Depositing a gate oxide film and a gate electrode sequentially on the semiconductor substrate, and then forming a photoresist pattern; Etching and patterning the gate oxide layer and the gate electrode using the photoresist pattern, and removing the remaining gate oxide layer using a HF + H ₂ O solution; Depositing a P-doped PSG film on the resultant from which the remaining gate oxide film is removed; Performing an annealing process on the resultant product on which the PSG film is formed to diffuse P as an impurity onto a silicon substrate, and then performing a cleaning process using HF + H ₂ O solution to remove the PSG film Transistor manufacturing method of a semiconductor device comprising the.
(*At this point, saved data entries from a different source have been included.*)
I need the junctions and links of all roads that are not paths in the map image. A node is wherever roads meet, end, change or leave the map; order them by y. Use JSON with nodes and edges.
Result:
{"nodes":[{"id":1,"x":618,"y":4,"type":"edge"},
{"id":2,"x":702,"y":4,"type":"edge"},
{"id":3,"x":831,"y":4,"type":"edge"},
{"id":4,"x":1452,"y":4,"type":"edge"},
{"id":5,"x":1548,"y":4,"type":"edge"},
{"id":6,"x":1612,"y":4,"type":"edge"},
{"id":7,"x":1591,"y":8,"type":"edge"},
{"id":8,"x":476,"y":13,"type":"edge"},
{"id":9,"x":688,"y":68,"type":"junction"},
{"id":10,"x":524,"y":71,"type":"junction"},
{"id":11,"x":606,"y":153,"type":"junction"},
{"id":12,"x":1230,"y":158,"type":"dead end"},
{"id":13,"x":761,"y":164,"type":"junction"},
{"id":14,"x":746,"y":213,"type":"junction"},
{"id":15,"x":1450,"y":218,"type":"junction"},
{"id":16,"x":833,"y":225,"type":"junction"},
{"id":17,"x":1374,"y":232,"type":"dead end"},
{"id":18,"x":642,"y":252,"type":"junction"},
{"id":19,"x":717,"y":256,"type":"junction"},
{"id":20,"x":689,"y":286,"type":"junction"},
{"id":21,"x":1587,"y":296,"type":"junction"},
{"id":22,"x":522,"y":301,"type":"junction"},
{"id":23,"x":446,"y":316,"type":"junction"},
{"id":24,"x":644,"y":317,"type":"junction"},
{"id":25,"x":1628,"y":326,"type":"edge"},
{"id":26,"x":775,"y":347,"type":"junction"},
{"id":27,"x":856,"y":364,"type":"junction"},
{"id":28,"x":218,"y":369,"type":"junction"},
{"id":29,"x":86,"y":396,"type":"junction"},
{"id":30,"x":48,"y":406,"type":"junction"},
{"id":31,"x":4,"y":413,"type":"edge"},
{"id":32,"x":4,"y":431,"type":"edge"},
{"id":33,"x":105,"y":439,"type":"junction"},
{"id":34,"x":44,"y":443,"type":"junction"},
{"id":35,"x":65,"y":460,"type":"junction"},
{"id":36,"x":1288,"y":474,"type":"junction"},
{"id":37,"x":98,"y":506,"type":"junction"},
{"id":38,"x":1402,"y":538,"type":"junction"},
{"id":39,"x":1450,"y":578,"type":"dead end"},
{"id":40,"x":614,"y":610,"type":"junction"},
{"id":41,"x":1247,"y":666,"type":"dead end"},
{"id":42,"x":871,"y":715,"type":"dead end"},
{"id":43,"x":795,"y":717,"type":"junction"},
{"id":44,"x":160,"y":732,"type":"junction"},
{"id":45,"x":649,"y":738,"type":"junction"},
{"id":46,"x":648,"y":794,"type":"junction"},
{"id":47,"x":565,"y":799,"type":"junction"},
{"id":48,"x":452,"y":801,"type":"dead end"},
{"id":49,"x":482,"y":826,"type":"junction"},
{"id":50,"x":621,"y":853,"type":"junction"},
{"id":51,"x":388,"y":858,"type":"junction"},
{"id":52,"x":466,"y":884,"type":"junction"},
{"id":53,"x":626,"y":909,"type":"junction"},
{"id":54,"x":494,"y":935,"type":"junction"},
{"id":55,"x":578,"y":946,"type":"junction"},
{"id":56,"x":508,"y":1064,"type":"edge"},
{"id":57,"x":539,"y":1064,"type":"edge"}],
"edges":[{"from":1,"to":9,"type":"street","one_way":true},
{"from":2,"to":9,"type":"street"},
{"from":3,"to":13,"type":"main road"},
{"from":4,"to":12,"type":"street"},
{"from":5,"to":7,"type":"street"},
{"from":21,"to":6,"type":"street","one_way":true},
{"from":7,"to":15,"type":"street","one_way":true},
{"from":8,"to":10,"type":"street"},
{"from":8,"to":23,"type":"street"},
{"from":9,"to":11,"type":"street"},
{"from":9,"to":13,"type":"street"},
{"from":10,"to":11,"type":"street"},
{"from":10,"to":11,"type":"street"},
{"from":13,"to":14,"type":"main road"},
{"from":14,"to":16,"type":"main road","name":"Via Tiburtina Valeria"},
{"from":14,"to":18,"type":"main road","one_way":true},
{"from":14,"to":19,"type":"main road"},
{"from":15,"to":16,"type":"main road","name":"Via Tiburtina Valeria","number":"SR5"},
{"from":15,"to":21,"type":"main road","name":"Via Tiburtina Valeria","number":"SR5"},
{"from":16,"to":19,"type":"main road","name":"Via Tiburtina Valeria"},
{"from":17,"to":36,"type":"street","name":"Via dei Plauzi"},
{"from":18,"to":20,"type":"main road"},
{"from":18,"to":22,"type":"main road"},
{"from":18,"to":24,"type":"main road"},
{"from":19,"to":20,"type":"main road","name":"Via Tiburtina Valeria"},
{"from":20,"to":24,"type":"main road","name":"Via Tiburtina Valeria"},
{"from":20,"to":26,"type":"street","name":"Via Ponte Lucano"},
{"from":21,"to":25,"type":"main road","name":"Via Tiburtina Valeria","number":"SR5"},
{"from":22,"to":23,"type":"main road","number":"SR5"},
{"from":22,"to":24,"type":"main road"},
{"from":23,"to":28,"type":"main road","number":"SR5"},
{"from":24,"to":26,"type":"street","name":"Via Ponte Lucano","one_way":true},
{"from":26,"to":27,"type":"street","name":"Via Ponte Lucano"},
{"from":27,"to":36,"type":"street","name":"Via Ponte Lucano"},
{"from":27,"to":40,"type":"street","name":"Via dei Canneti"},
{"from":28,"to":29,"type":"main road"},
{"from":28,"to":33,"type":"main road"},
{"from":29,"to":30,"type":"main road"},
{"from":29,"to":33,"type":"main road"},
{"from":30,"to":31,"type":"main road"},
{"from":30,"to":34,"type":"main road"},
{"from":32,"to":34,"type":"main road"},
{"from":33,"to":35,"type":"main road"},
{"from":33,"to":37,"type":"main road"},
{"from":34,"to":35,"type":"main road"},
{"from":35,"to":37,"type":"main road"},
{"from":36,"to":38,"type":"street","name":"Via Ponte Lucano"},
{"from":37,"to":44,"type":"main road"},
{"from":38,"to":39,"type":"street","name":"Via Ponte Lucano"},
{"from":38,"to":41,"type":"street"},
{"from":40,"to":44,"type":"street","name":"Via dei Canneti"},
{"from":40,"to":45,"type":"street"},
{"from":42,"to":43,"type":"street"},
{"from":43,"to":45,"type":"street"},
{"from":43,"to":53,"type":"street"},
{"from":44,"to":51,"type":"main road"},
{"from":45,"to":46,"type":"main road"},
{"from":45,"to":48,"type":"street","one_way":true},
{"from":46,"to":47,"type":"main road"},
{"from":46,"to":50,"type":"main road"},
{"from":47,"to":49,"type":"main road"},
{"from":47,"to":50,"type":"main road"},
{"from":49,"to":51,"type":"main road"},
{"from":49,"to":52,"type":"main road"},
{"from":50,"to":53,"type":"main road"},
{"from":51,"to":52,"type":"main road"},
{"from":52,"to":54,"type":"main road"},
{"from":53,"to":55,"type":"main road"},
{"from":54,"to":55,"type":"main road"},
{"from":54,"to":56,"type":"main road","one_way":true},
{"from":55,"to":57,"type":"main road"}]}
The method of claim 1, wherein a cleaning process using a BOE solution is performed instead of the cleaning process using the HF + H ₂ O solution. The method of claim 1, wherein the PSG film is deposited using an LP-CVD or PE-CVD method at a thickness of 100 to 10000 Pa within a temperature range of 200 to 900 ° C. at a concentration of 1 wt% to 100 wt%. A method of forming a transistor of a semiconductor device. The method of claim 1, wherein the annealing step is performed in an N ₂ atmosphere or an Ar atmosphere within a temperature range of 500 ° C. to 1000 ° C. for about 10 seconds to 100 minutes. The method of claim 1, wherein the annealing process is performed at atmospheric pressure or low pressure of 1 Torr or less. 2. The method of claim 1, wherein a P-type LDD is formed using boron-based impurities instead of the PSG film using P.